■ ABOUT THIS TASK ■
This task calls for every entry below to be repeated exactly, without the pictures.

■ EXERCISE DATA ■
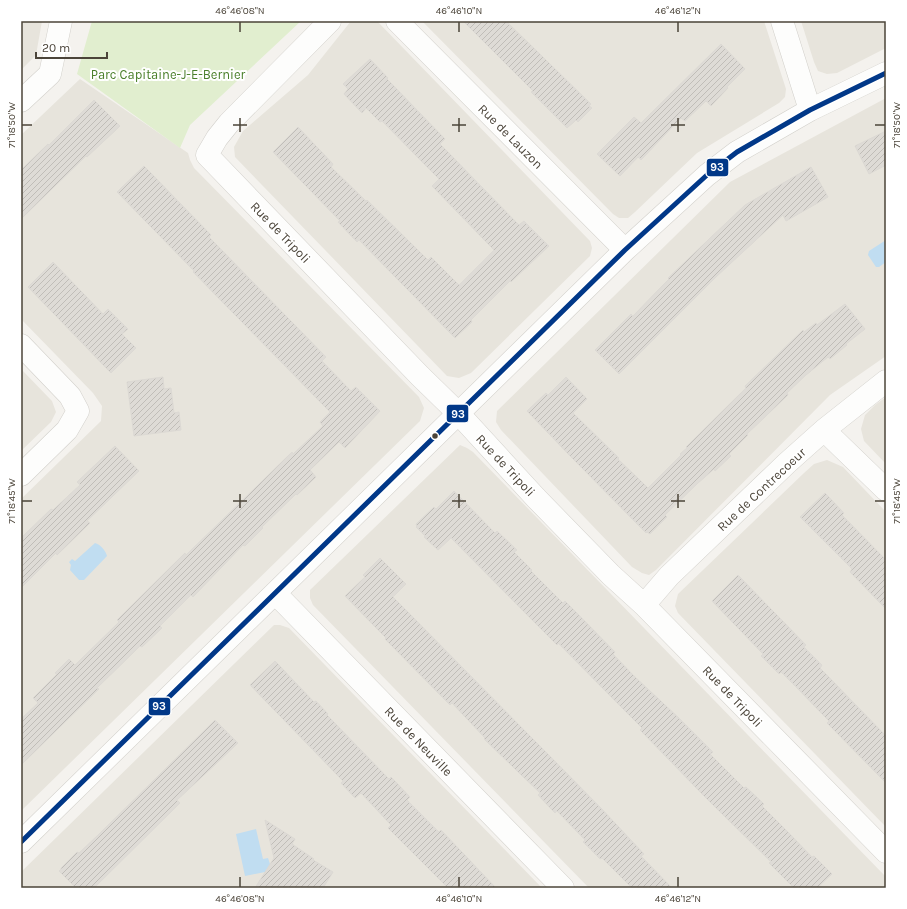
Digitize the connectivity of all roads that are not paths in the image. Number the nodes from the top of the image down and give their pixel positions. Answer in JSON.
{"nodes":[{"id":1,"x":61,"y":21,"type":"edge"},
{"id":2,"x":330,"y":21,"type":"edge"},
{"id":3,"x":397,"y":21,"type":"edge"},
{"id":4,"x":782,"y":21,"type":"edge"},
{"id":5,"x":886,"y":73,"type":"edge"},
{"id":6,"x":21,"y":101,"type":"edge"},
{"id":7,"x":810,"y":110,"type":"junction"},
{"id":8,"x":625,"y":250,"type":"junction"},
{"id":9,"x":21,"y":345,"type":"edge"},
{"id":10,"x":886,"y":381,"type":"edge"},
{"id":11,"x":459,"y":414,"type":"junction"},
{"id":12,"x":824,"y":430,"type":"junction"},
{"id":13,"x":21,"y":475,"type":"edge"},
{"id":14,"x":886,"y":490,"type":"edge"},
{"id":15,"x":275,"y":593,"type":"junction"},
{"id":16,"x":644,"y":605,"type":"junction"},
{"id":17,"x":21,"y":842,"type":"edge"},
{"id":18,"x":886,"y":852,"type":"edge"},
{"id":19,"x":563,"y":888,"type":"edge"}],
"edges":[{"from":1,"to":6,"type":"street"},
{"from":2,"to":11,"type":"street","name":"Rue de Tripoli"},
{"from":3,"to":8,"type":"street","name":"Rue de Lauzon"},
{"from":4,"to":7,"type":"street"},
{"from":5,"to":7,"type":"street"},
{"from":7,"to":8,"type":"street"},
{"from":8,"to":11,"type":"street"},
{"from":9,"to":13,"type":"street"},
{"from":10,"to":12,"type":"street","name":"Rue de Contrecoeur"},
{"from":11,"to":15,"type":"street"},
{"from":11,"to":16,"type":"street","name":"Rue de Tripoli"},
{"from":12,"to":14,"type":"street"},
{"from":12,"to":16,"type":"street","name":"Rue de Contrecoeur"},
{"from":15,"to":17,"type":"street"},
{"from":15,"to":19,"type":"street","name":"Rue de Neuville"},
{"from":16,"to":18,"type":"street","name":"Rue de Tripoli"}]}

■ SOLUTION TO THE PROBLEM ■
Digitize the connectivity of all roads that are not paths in the image. Number the nodes from the top of the image down and give their pixel positions. Answer in JSON.
{"nodes":[{"id":1,"x":61,"y":21,"type":"edge"},
{"id":2,"x":330,"y":21,"type":"edge"},
{"id":3,"x":397,"y":21,"type":"edge"},
{"id":4,"x":782,"y":21,"type":"edge"},
{"id":5,"x":886,"y":73,"type":"edge"},
{"id":6,"x":21,"y":101,"type":"edge"},
{"id":7,"x":810,"y":110,"type":"junction"},
{"id":8,"x":625,"y":250,"type":"junction"},
{"id":9,"x":21,"y":345,"type":"edge"},
{"id":10,"x":886,"y":381,"type":"edge"},
{"id":11,"x":459,"y":414,"type":"junction"},
{"id":12,"x":824,"y":430,"type":"junction"},
{"id":13,"x":21,"y":475,"type":"edge"},
{"id":14,"x":886,"y":490,"type":"edge"},
{"id":15,"x":275,"y":593,"type":"junction"},
{"id":16,"x":644,"y":605,"type":"junction"},
{"id":17,"x":21,"y":842,"type":"edge"},
{"id":18,"x":886,"y":852,"type":"edge"},
{"id":19,"x":563,"y":888,"type":"edge"}],
"edges":[{"from":1,"to":6,"type":"street"},
{"from":2,"to":11,"type":"street","name":"Rue de Tripoli"},
{"from":3,"to":8,"type":"street","name":"Rue de Lauzon"},
{"from":4,"to":7,"type":"street"},
{"from":5,"to":7,"type":"street"},
{"from":7,"to":8,"type":"street"},
{"from":8,"to":11,"type":"street"},
{"from":9,"to":13,"type":"street"},
{"from":10,"to":12,"type":"street","name":"Rue de Contrecoeur"},
{"from":11,"to":15,"type":"street"},
{"from":11,"to":16,"type":"street","name":"Rue de Tripoli"},
{"from":12,"to":14,"type":"street"},
{"from":12,"to":16,"type":"street","name":"Rue de Contrecoeur"},
{"from":15,"to":17,"type":"street"},
{"from":15,"to":19,"type":"street","name":"Rue de Neuville"},
{"from":16,"to":18,"type":"street","name":"Rue de Tripoli"}]}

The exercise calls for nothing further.